‘Life Without Children’ by Roddy Doyle

Life Without Children by Roddy Doyle, 2020

The magic trick:

Adding a “ripped from the headlines” element to make old themes relevant

Well, here we are. Brace yourself. Just what no one needs: the dreaded new genre of COVID lit.

Honestly, it wouldn’t surprise me at all if this story was mostly written five years ago, and the COVID angle was tacked on at the end of the process to give it a more 2020 vibe. Either way, its presence annoys.

Odd then that you will also see me one sentence later praising the COVID angle. I do not believe it’s executed well here. And honestly, it’s very rare that any kind of “whoa, this is so now!” topical addition to a story does anything but irk me. But all that said, as a concept, if done well, if done tastefully and inventively (see Saunders, George, “Love Letter”), it’s a neat way to contemporize an old theme.

And that’s quite a trick on Doyle’s part.

The selection:

He’s in England—he’s in Newcastle.

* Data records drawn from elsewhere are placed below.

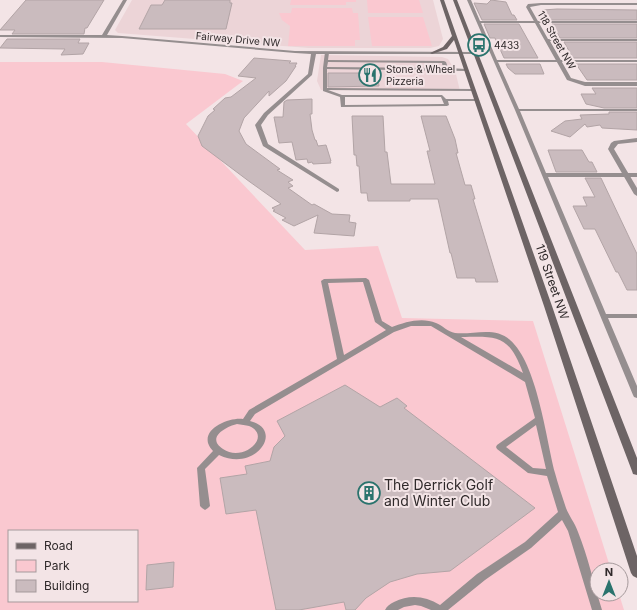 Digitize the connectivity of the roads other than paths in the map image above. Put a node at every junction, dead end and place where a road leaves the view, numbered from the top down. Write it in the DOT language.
graph roads {
  1 [pos="125,0"];
  2 [pos="442,0"];
  3 [pos="455,0"];
  4 [pos="469,0"];
  5 [pos="637,4"];
  6 [pos="480,22"];
  7 [pos="536,22"];
  8 [pos="637,22"];
  9 [pos="0,36"];
  10 [pos="104,36"];
  11 [pos="454,37"];
  12 [pos="546,40"];
  13 [pos="637,40"];
  14 [pos="314,53"];
  15 [pos="327,53"];
  16 [pos="411,53"];
  17 [pos="432,53"];
  18 [pos="460,53"];
  19 [pos="475,53"];
  20 [pos="326,61"];
  21 [pos="495,61"];
  22 [pos="558,61"];
  23 [pos="637,61"];
  24 [pos="412,62"];
  25 [pos="325,68"];
  26 [pos="413,69"];
  27 [pos="446,70"];
  28 [pos="466,70"];
  29 [pos="637,84"];
  30 [pos="325,89"];
  31 [pos="473,90"];
  32 [pos="342,96"];
  33 [pos="445,100"];
  34 [pos="476,100"];
  35 [pos="517,110"];
  36 [pos="637,110"];
  37 [pos="637,140"];
  38 [pos="544,175"];
  39 [pos="626,175"];
  40 [pos="637,175"];
  41 [pos="337,190"];
  42 [pos="637,194"];
  43 [pos="603,316"];
  44 [pos="637,316"];
  45 [pos="390,330"];
  46 [pos="454,335"];
  47 [pos="341,360"];
  48 [pos="530,381"];
  49 [pos="637,395"];
  50 [pos="539,419"];
  51 [pos="246,421"];
  52 [pos="218,451"];
  53 [pos="637,471"];
  54 [pos="551,473"];
  55 [pos="205,506"];
  56 [pos="563,513"];
  57 [pos="637,573"];
  58 [pos="390,610"];
  59 [pos="440,610"];
  60 [pos="597,610"];
  1 -- 10 [label="street"];
  2 -- 11 [label="main road, 119 Street NW"];
  3 -- 19 [label="main road, 119 Street NW"];
  4 -- 6 [label="lane"];
  5 -- 7 [label="street, 118 Street NW"];
  6 -- 7 [label="lane"];
  6 -- 21 [label="lane"];
  7 -- 8 [label="lane"];
  7 -- 12 [label="street, 118 Street NW"];
  9 -- 10 [label="street, Fairway Drive NW"];
  10 -- 14 [label="street, Fairway Drive NW"];
  11 -- 17 [label="main road"];
  11 -- 18 [label="main road, 119 Street NW"];
  12 -- 13 [label="street"];
  12 -- 22 [label="street, 118 Street NW"];
  14 -- 15 [label="street, Fairway Drive NW"];
  14 -- 41 [label="street"];
  15 -- 16 [label="street, Fairway Drive NW"];
  15 -- 20 [label="lane"];
  16 -- 17 [label="street, Fairway Drive NW"];
  16 -- 24 [label="lane"];
  17 -- 18 [label="street, Fairway Drive NW"];
  18 -- 19 [label="street, Fairway Drive NW"];
  18 -- 28 [label="main road, 119 Street NW"];
  19 -- 53 [label="main road, 119 Street NW"];
  20 -- 24 [label="lane"];
  20 -- 25 [label="lane"];
  21 -- 22 [label="lane"];
  21 -- 35 [label="lane"];
  22 -- 23 [label="lane"];
  22 -- 29 [label="street, 118 Street NW"];
  24 -- 26 [label="lane"];
  24 -- 27 [label="lane"];
  25 -- 26 [label="lane"];
  25 -- 30 [label="lane"];
  26 -- 27 [label="lane"];
  27 -- 28 [label="lane"];
  28 -- 31 [label="main road, 119 Street NW"];
  30 -- 31 [label="lane"];
  30 -- 32 [label="lane"];
  31 -- 34 [label="main road, 119 Street NW"];
  32 -- 33 [label="lane"];
  32 -- 33 [label="lane"];
  33 -- 34 [label="lane"];
  34 -- 57 [label="main road, 119 Street NW"];
  35 -- 36 [label="lane"];
  35 -- 38 [label="lane"];
  37 -- 39 [label="street"];
  38 -- 39 [label="lane"];
  38 -- 43 [label="lane"];
  39 -- 40 [label="lane"];
  39 -- 42 [label="street"];
  43 -- 44 [label="lane"];
  43 -- 49 [label="lane"];
  45 -- 46 [label="lane"];
  45 -- 47 [label="lane"];
  45 -- 47 [label="lane"];
  46 -- 48 [label="lane"];
  46 -- 48 [label="lane"];
  47 -- 51 [label="lane"];
  48 -- 50 [label="lane"];
  50 -- 54 [label="lane"];
  50 -- 54 [label="lane"];
  51 -- 52 [label="lane"];
  51 -- 52 [label="lane"];
  52 -- 55 [label="lane"];
  54 -- 56 [label="lane"];
  56 -- 59 [label="lane"];
  56 -- 60 [label="lane"];
  58 -- 59 [label="lane"];
} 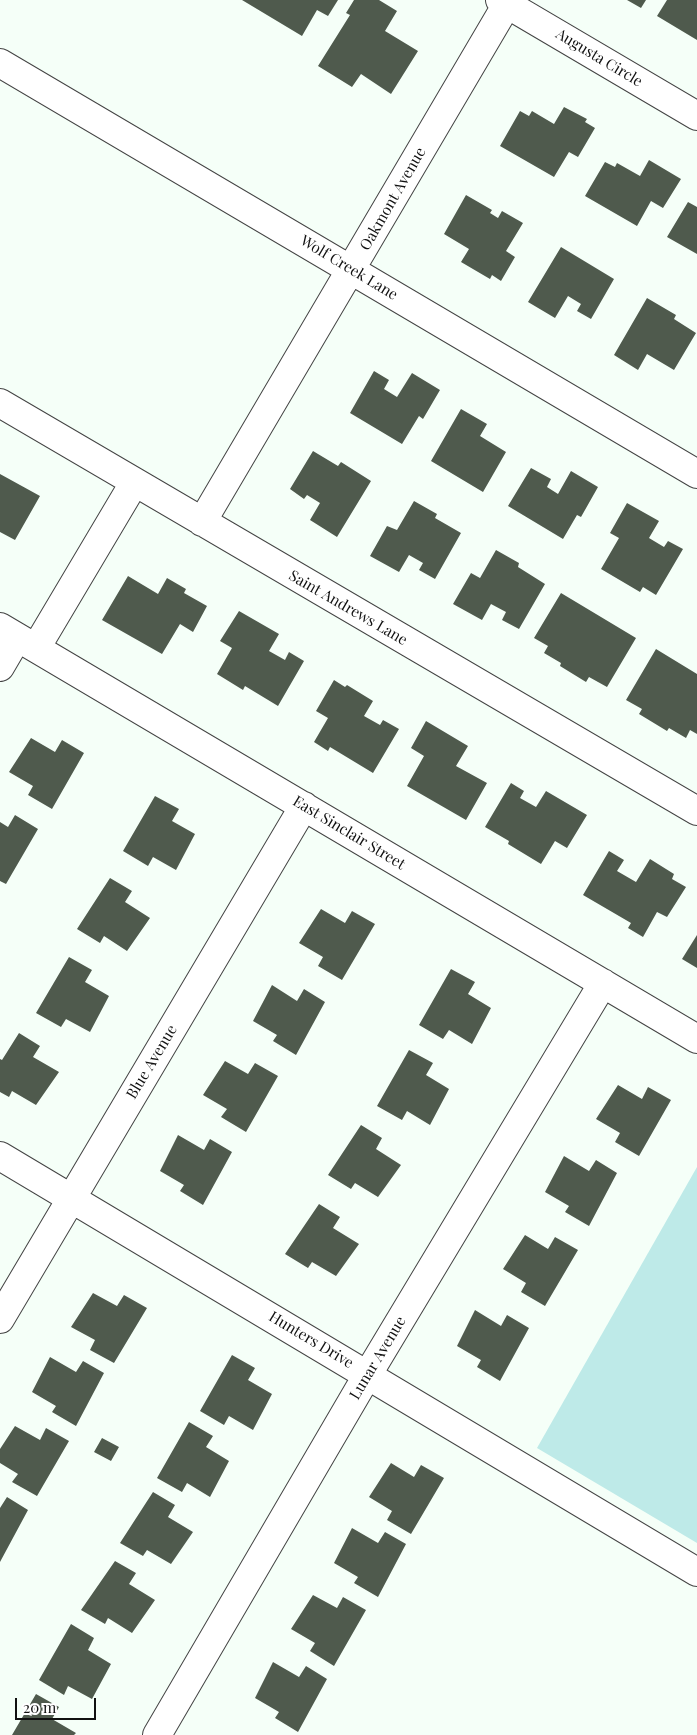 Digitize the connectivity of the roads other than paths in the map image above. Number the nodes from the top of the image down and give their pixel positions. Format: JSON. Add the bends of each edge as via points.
{"nodes":[{"id":1,"x":504,"y":2,"type":"edge"},
{"id":2,"x":0,"y":63,"type":"edge"},
{"id":3,"x":697,"y":116,"type":"edge"},
{"id":4,"x":351,"y":270,"type":"junction"},
{"id":5,"x":0,"y":403,"type":"edge"},
{"id":6,"x":697,"y":474,"type":"edge"},
{"id":7,"x":134,"y":482,"type":"junction"},
{"id":8,"x":202,"y":522,"type":"junction"},
{"id":9,"x":18,"y":638,"type":"edge"},
{"id":10,"x":0,"y":667,"type":"edge"},
{"id":11,"x":304,"y":806,"type":"junction"},
{"id":12,"x":697,"y":812,"type":"edge"},
{"id":13,"x":603,"y":983,"type":"junction"},
{"id":14,"x":697,"y":1039,"type":"edge"},
{"id":15,"x":0,"y":1156,"type":"edge"},
{"id":16,"x":70,"y":1198,"type":"junction"},
{"id":17,"x":0,"y":1319,"type":"edge"},
{"id":18,"x":368,"y":1374,"type":"junction"},
{"id":19,"x":697,"y":1572,"type":"edge"},
{"id":20,"x":157,"y":1735,"type":"edge"}],
"edges":[{"from":1,"to":3,"type":"street","name":"Augusta Circle"},
{"from":1,"to":4,"type":"street","name":"Oakmont Avenue"},
{"from":2,"to":4,"type":"street","name":"Wolf Creek Lane"},
{"from":4,"to":6,"type":"street","name":"Wolf Creek Lane"},
{"from":4,"to":8,"type":"street","name":"Oakmont Avenue"},
{"from":5,"to":7,"type":"street","name":"Saint Andrews Lane"},
{"from":7,"to":8,"type":"street","name":"Saint Andrews Lane"},
{"from":7,"to":9,"type":"street"},
{"from":8,"to":12,"type":"street","name":"Saint Andrews Lane"},
{"from":9,"to":10,"type":"street"},
{"from":9,"to":11,"type":"street","name":"East Sinclair Street"},
{"from":11,"to":13,"type":"street","name":"East Sinclair Street"},
{"from":11,"to":16,"type":"street","name":"Blue Avenue"},
{"from":13,"to":14,"type":"street","name":"East Sinclair Street"},
{"from":13,"to":18,"type":"street","name":"Lunar Avenue"},
{"from":15,"to":16,"type":"street","name":"Hunters Drive"},
{"from":16,"to":17,"type":"street","name":"Blue Avenue"},
{"from":16,"to":18,"type":"street","name":"Hunters Drive"},
{"from":18,"to":19,"type":"street","name":"Hunters Drive"},
{"from":18,"to":20,"type":"street","name":"Lunar Avenue"}]}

He’s just off the phone to his wife, in Dublin. The pubs have been closed at home, and the cinemas and the theatres. The schools have been shut for a week. Social distancing is a phrase that everyone understands. It’s like gender fluidity and sustainable development. They’re using the words as if they’d been translated from Irish, in the air since before the English invaded.